Anna The Prophet
"There was also a prophet, Anna…a widow to the age of eighty-four… she came, and began to praise God and to speak about the child to all who were looking for the redemption of Jerusalem."
Luke 2:22-40
December 29, 2020, Words By: Kris Rocke, Image By: The Prophet Anna By Aurelio Bruni
I have a widowed aunt who is 89. I admire her very much. She is a hopeful and resilient soul, which is no small feat, given what she’s seen and experienced in her life.
At age 84 my aunt helped lead her aging church through a very challenging process around a divisive issue. She did so with remarkable skill and grace. She’s always looking toward the future, even if it does not include her. She reminds me of Anna in this week’s text, the 84 year old widowed prophet who beholds the infant Jesus in the temple and imagines a future beyond her own. She is thrilled at what she sees.
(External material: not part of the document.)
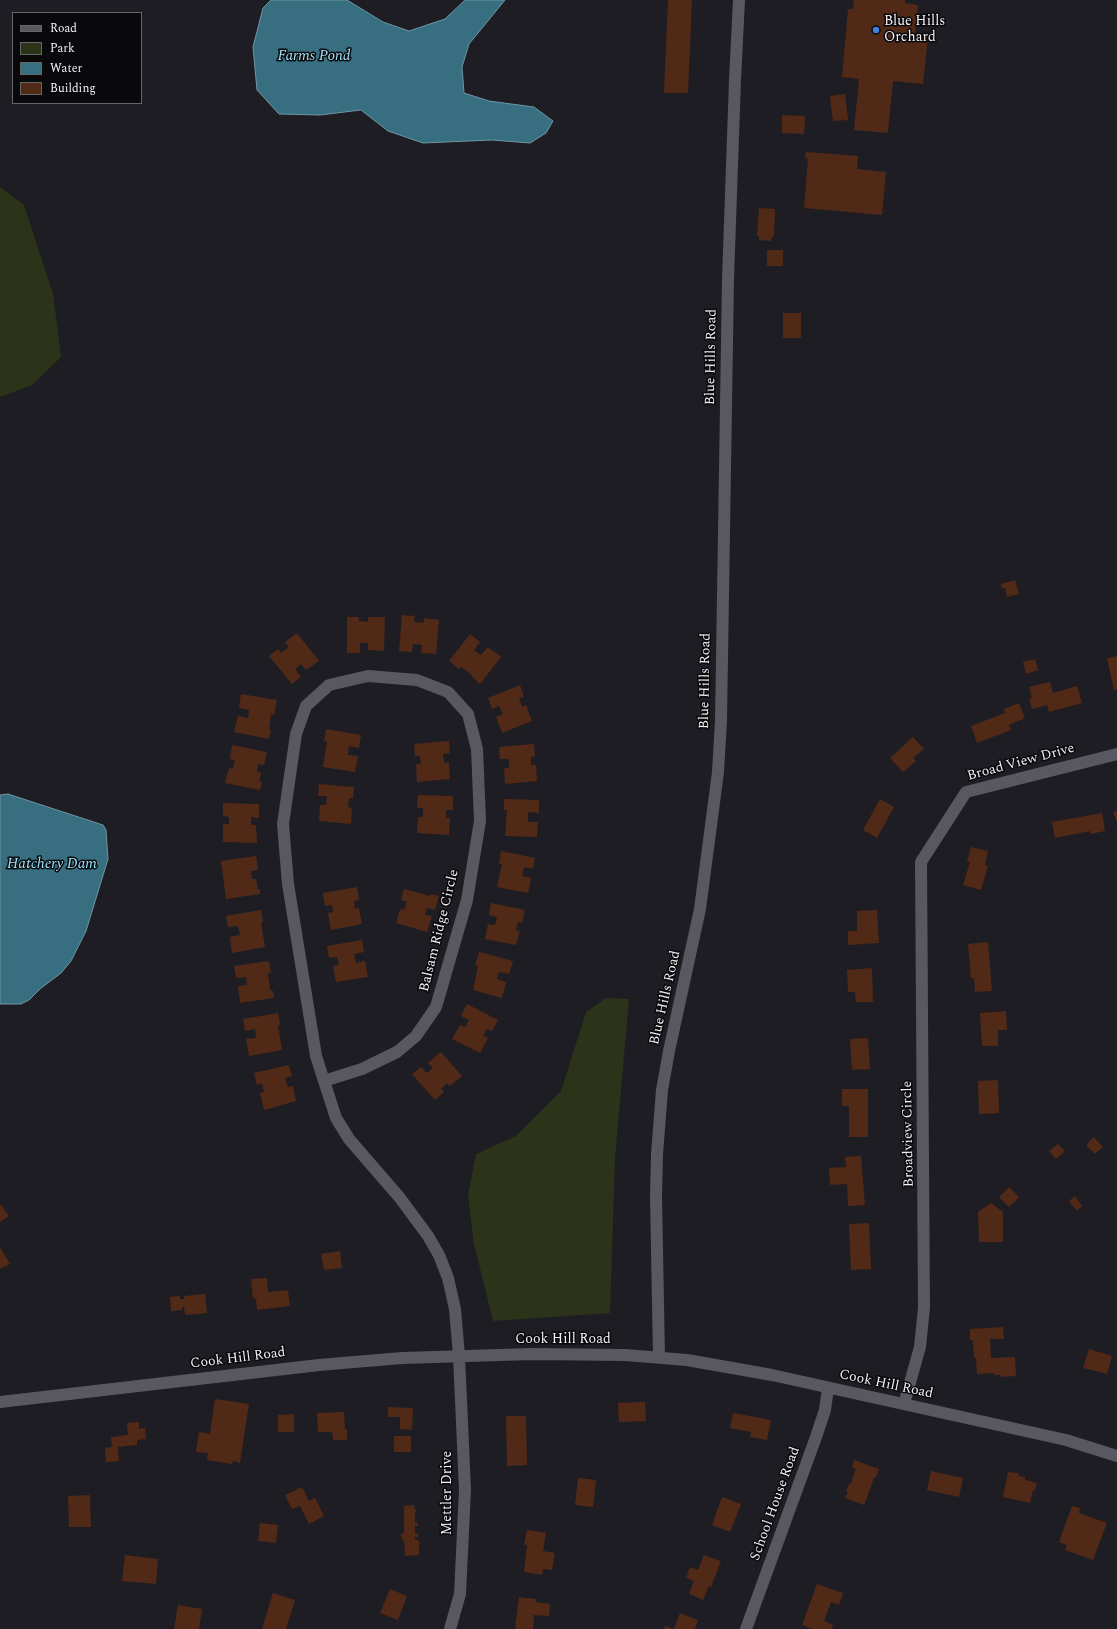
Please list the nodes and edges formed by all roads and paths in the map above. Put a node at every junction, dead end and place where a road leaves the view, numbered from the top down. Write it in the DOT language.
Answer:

What hope! What generosity!
The martyred bishop Oscar Romero was known for these famous words, “We are prophets of a future, not our own.” That’s what prophets do. They help us imagine a future with those who have been excluded (or worse), and do so with great joy and courage.
It’s no secret that the United States is an aging culture. More people are closer to 84 than 24. The implications of this are huge. A lot of power has been amassed by this aging demographic called Baby Boomers, many of whom hold cherished visions of a world that seems to be slipping away or under attack. Beloved institutions like the church are undergoing major change and this change is often experienced as loss.
Meanwhile, we are in the middle of a global urban Pentecost – the largest human migration the world has ever known. The world is streaming to cities, as if pulled magnetically by our relational impulse to be in community. More than half the world now lives in cities and that number is expected to rise to nearly 70% by 2050. It’s exciting but also incredibly challenging. Cities are relational tinderboxes filled with competing cultural narratives that displace the nostalgic past for those in power. Many of us are tempted to dig in and defend our fading dreams.
It seems to me that we must find new ways of relating if we are going to survive the urban Pentecost and make it something beautiful. This is precisely what I believe the Spirit is up to and what the prophet Anna (and my aunt) is showing us how to do.
I greatly value tradition and I have a moral compass that some might even call old fashioned, but I do not trust prophets who try to recreate a vision of the nostalgic past. We need wise, old prophets who can stand in the presence of their own fading dreams and can imagine a future worth pursuing. It takes a certain kind of generosity of heart, courage and deep trust to get excited about a future that does not have us at the center.
Bring it on dear prophets! We need you more than ever.
Come and remind us of the Incarnation – that God dwells among us in the hardest places, calling forth life if we can only see it. Teach us once again that the whole world (even in the most desperate places) is a burning bush ablaze with God’s glory and our cities are cathedrals of grace, calling forth the only kind of worship that matters – the kind that frees captives and gives sight to the blind.
Thank you to all the lesser known prophets like Anna and my aunt, who are helping us imagine a future not our own, overjoyed that the most vulnerable are at the center of it all.
Christmas peace.
Dawning now.
Can we see it?
“Prayer is a long, loving look at the real.” (Walter Burghardt, S.J.)